● **Recorded data**
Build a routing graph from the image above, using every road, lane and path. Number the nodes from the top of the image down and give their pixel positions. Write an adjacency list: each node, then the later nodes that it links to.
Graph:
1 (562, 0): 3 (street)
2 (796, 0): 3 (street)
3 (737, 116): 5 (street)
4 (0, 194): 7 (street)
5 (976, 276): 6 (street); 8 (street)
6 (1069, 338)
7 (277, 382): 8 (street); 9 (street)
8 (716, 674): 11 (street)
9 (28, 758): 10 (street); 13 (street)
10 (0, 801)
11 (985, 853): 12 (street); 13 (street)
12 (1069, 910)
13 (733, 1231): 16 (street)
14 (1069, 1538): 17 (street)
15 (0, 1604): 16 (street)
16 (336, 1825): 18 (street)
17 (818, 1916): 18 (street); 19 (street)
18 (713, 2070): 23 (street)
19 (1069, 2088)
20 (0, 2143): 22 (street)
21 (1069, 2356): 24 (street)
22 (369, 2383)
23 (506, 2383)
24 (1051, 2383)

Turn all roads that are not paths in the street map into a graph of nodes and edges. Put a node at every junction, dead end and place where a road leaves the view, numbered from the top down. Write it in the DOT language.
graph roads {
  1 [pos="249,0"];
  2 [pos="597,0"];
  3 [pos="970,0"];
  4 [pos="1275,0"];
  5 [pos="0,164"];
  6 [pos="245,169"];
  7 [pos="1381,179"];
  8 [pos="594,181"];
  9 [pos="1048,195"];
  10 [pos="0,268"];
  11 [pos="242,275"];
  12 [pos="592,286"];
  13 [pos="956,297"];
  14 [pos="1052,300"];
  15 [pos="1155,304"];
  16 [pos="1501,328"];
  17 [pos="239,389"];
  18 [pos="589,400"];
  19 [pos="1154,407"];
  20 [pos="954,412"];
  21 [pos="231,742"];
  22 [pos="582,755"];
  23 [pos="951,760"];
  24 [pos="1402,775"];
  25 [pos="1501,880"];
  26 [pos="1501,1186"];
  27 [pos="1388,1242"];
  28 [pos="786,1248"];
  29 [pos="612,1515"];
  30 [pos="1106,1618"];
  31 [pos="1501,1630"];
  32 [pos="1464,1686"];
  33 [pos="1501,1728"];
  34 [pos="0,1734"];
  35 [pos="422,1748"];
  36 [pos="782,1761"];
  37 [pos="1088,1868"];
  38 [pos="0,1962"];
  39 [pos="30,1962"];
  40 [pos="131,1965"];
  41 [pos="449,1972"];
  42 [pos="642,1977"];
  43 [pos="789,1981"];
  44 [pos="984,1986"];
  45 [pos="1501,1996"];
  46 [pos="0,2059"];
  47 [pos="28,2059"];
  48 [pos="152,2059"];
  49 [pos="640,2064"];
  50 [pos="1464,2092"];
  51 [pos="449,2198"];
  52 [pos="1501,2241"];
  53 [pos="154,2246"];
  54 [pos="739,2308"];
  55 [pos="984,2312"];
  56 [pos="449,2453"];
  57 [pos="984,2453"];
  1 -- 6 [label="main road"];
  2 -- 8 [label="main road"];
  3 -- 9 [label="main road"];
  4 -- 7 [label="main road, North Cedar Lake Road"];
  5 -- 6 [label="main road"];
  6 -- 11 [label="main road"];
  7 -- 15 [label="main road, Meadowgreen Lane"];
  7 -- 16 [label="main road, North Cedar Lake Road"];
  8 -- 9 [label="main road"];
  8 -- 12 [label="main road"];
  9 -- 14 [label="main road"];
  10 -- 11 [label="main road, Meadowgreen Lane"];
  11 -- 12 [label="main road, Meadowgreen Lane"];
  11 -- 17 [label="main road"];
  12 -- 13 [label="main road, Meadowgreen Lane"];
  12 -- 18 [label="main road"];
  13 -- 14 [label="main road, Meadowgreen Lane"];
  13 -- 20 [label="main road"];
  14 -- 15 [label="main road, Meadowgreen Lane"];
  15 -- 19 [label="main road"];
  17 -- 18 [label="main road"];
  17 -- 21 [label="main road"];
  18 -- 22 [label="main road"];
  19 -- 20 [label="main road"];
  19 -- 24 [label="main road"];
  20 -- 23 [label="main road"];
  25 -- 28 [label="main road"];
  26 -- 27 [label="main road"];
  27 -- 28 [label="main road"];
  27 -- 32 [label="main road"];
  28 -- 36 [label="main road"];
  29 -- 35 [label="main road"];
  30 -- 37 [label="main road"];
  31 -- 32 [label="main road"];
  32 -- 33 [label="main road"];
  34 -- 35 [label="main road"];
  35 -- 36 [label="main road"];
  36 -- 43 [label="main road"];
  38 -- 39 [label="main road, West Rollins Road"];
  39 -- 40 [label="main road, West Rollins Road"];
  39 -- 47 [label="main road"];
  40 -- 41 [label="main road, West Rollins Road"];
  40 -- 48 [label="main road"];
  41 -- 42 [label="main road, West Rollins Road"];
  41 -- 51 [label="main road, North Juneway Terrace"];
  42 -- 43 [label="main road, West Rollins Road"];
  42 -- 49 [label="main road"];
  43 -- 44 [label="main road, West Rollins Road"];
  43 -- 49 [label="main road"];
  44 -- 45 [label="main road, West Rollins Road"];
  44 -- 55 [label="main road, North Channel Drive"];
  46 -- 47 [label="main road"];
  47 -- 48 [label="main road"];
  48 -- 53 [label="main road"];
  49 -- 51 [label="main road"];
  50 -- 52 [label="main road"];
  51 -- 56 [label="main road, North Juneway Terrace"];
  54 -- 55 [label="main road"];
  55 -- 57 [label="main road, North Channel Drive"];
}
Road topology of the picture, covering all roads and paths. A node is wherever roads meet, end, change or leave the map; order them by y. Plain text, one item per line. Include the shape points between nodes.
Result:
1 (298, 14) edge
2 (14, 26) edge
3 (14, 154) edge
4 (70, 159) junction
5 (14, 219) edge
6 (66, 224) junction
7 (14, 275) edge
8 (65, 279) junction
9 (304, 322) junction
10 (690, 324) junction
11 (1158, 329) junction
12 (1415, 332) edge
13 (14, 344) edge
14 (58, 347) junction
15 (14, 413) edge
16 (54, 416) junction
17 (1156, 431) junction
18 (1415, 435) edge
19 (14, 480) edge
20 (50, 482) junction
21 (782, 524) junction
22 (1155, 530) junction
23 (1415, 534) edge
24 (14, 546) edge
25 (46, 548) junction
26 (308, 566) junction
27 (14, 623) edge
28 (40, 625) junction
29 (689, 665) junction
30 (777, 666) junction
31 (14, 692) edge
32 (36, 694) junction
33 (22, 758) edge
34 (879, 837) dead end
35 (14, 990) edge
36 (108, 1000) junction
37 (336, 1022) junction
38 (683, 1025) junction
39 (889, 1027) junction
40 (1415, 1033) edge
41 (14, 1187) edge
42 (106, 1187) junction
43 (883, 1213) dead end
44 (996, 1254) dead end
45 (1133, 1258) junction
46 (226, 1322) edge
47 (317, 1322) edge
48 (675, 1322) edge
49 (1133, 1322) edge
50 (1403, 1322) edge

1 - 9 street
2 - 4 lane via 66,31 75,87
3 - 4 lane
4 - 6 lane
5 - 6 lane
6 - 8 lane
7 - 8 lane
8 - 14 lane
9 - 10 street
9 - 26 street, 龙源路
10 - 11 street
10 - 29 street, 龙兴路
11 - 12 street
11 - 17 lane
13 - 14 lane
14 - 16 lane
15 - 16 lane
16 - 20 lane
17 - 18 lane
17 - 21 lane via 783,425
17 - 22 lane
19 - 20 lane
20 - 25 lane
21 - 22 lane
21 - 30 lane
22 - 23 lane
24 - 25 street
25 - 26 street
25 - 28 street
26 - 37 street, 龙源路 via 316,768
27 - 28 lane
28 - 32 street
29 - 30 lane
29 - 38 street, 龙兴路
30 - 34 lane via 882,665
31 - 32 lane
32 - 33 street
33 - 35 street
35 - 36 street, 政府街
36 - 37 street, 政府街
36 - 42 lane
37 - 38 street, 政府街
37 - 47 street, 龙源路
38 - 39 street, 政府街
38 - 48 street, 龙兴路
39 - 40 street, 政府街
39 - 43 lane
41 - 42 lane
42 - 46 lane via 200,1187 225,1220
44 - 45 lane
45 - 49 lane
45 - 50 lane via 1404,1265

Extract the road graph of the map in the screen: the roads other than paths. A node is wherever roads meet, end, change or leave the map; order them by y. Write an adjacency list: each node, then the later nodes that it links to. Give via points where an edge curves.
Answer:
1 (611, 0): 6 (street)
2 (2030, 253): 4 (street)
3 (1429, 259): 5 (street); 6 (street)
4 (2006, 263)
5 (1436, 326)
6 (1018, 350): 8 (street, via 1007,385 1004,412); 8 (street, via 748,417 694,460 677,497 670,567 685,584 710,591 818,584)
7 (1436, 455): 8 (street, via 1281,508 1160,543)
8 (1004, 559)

● **Task prompt**
Every line above with the string "order" in it should be copied into the answer.

● **Result of this exercise**
Road topology of the picture, covering all roads and paths. A node is wherever roads meet, end, change or leave the map; order them by y. Plain text, one item per line. Include the shape points between nodes.
Extract the road graph of the map in the screen: the roads other than paths. A node is wherever roads meet, end, change or leave the map; order them by y. Write an adjacency list: each node, then the later nodes that it links to. Give via points where an edge curves.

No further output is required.